Assigned task:
Give a count of the lines below that have the string "Bernard" in them, with no other words.

(Stored items)
■ ■ ■ ■ ■ ■ ■

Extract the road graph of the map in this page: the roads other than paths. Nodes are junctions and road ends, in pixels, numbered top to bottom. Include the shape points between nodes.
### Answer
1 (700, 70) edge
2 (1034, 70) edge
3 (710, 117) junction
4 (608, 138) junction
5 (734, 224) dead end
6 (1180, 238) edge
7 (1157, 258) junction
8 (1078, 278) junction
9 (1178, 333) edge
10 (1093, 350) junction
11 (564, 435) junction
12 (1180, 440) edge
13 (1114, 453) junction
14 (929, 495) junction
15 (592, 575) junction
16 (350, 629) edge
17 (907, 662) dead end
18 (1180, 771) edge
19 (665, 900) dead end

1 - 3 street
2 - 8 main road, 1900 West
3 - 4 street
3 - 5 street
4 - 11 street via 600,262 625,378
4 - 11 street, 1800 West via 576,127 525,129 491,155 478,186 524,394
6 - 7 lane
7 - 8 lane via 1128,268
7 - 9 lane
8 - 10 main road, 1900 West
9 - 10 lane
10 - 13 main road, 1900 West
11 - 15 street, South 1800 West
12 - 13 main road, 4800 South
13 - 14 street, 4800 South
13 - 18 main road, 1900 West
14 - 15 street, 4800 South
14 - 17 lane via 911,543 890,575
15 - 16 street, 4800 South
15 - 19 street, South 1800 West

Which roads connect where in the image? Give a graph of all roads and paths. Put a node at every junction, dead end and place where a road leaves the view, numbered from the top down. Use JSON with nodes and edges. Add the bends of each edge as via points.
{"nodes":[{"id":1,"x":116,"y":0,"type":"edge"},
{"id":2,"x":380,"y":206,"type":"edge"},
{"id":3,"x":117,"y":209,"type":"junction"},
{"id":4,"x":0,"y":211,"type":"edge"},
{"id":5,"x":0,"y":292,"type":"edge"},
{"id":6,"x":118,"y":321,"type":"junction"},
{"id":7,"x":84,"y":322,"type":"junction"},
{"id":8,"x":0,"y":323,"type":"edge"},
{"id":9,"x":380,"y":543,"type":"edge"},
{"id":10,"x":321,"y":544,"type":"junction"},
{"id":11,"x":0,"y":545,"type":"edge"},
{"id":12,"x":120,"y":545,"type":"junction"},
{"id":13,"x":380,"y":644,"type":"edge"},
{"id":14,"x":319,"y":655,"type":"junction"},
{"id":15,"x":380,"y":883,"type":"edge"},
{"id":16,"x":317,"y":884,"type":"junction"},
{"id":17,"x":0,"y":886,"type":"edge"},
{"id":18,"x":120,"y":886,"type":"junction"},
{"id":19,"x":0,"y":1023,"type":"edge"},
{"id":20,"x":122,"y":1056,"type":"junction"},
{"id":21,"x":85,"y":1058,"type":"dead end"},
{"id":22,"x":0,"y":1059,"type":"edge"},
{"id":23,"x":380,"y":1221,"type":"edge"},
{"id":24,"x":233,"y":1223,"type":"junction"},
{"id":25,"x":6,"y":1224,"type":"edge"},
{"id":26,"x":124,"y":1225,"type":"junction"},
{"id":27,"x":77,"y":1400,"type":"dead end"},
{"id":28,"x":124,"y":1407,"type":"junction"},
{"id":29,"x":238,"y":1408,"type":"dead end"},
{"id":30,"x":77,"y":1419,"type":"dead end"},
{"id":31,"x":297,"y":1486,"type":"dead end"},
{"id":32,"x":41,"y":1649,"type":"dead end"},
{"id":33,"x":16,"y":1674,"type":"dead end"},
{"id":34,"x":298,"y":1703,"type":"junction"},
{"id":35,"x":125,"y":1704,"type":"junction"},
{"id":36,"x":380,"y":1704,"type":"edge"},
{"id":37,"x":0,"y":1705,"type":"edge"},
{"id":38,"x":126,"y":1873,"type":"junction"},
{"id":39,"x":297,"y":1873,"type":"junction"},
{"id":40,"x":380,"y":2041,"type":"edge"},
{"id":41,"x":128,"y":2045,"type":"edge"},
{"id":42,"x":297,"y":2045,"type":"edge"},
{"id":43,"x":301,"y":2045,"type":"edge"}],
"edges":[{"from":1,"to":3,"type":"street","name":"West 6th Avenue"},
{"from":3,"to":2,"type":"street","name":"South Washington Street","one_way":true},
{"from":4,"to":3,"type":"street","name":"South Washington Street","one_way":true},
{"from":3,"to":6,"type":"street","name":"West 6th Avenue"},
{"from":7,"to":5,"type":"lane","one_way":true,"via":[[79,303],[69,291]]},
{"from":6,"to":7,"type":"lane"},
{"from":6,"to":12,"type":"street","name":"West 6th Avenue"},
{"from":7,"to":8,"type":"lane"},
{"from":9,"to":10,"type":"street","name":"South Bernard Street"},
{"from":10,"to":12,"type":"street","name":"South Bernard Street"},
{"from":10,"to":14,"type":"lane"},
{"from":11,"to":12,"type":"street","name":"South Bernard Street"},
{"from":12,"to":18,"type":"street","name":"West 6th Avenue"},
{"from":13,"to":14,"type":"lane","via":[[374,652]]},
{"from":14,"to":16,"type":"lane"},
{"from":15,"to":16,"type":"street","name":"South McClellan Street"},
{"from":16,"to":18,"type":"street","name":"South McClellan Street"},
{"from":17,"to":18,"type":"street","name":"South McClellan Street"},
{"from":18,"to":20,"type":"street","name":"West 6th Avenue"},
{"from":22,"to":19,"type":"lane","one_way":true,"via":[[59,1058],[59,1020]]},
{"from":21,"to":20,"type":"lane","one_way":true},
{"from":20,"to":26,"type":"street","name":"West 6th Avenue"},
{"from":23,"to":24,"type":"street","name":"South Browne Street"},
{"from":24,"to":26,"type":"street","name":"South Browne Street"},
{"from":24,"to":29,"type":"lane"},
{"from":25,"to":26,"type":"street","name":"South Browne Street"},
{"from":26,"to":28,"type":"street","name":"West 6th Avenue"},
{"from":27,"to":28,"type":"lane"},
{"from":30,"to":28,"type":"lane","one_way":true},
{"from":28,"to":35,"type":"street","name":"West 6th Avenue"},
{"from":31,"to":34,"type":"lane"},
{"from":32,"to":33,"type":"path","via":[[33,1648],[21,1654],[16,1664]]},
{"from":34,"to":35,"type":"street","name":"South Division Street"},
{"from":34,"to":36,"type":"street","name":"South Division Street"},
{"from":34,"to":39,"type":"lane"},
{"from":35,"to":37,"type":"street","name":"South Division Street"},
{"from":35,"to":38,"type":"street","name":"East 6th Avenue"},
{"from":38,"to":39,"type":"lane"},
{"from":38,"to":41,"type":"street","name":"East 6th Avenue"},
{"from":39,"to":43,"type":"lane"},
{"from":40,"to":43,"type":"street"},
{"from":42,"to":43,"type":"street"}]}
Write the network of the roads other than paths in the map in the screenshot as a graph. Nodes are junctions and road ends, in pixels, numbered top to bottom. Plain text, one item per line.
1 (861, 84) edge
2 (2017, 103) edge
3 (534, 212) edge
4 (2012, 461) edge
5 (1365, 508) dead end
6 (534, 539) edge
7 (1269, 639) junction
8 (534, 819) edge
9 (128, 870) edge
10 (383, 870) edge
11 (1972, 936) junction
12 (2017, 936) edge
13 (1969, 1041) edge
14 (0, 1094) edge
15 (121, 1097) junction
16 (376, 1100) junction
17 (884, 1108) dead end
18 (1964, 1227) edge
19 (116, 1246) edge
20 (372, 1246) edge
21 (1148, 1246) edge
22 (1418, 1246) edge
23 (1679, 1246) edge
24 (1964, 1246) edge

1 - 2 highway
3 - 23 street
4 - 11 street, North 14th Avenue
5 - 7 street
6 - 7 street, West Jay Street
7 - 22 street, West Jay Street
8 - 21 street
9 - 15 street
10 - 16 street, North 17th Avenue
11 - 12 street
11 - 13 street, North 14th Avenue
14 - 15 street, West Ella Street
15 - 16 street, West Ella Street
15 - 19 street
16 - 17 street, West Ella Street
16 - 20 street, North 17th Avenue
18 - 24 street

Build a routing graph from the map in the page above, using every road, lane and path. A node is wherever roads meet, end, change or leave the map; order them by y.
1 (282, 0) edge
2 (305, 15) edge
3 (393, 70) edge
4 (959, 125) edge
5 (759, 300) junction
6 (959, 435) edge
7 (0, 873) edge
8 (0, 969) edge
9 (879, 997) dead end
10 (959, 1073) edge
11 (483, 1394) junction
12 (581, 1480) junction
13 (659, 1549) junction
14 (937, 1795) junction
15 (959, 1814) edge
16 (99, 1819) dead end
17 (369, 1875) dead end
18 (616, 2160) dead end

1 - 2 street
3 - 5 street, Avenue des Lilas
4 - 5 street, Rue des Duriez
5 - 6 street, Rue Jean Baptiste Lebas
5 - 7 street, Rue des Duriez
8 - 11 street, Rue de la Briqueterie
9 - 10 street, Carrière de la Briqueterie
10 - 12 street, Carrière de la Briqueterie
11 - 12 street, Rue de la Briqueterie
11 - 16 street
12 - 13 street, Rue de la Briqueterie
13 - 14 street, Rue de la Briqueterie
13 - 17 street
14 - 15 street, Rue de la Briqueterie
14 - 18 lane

■ ■ ■ ■ ■ ■ ■

Result of this exercise:
3